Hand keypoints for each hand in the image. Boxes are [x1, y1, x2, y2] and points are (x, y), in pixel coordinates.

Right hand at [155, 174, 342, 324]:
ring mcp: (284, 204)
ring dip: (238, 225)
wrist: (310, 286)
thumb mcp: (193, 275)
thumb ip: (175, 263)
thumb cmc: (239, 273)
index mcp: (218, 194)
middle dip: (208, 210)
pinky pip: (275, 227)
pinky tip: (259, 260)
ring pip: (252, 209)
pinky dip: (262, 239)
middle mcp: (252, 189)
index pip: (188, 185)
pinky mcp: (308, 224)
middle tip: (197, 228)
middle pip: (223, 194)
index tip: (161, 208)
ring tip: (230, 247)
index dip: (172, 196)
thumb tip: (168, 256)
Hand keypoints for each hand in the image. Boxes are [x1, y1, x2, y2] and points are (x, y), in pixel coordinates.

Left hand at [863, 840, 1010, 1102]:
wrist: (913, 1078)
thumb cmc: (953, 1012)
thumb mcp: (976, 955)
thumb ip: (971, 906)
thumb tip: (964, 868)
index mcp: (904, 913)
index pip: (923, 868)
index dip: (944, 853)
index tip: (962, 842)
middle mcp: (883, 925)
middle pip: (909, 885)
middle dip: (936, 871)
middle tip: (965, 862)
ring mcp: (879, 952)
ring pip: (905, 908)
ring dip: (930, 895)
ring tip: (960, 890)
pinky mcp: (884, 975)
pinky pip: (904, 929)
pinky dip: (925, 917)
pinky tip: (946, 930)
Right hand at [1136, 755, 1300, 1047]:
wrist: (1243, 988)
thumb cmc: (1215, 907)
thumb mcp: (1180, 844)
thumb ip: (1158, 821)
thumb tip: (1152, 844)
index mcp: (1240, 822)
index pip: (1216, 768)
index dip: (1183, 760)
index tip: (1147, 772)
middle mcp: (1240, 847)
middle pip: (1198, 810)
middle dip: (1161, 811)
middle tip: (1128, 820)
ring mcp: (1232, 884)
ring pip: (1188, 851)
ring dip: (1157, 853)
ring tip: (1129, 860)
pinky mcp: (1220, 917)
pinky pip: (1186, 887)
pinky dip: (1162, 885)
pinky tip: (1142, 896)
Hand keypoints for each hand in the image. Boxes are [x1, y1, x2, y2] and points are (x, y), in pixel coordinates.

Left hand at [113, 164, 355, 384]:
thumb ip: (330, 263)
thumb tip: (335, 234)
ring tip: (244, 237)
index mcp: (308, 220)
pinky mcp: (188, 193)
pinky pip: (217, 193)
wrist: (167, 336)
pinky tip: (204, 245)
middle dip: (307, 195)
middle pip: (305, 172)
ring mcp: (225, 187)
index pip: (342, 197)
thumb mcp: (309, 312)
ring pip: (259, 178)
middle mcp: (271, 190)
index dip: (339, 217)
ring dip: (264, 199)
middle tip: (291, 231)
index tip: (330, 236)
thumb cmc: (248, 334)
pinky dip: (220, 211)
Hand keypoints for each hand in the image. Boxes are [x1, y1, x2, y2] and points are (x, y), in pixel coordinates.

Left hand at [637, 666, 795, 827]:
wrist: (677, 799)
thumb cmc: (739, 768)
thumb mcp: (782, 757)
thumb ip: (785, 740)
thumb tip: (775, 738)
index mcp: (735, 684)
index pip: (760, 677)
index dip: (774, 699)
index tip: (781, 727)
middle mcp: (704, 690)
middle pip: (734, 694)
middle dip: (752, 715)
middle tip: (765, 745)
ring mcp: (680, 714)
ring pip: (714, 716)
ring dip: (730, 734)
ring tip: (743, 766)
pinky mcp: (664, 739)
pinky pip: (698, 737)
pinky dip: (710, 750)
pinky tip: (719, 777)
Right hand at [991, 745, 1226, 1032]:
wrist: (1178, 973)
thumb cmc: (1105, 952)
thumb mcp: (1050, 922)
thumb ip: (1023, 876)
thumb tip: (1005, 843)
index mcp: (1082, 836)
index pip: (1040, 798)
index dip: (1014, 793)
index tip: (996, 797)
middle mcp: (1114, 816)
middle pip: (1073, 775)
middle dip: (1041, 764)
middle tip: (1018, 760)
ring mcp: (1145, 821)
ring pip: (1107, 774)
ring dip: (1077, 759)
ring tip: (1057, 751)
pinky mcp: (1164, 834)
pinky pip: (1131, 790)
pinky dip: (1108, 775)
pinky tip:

*****

Only the count is wanted. Find the lines of the records that include the word "Right" and state how many.

## The answer
3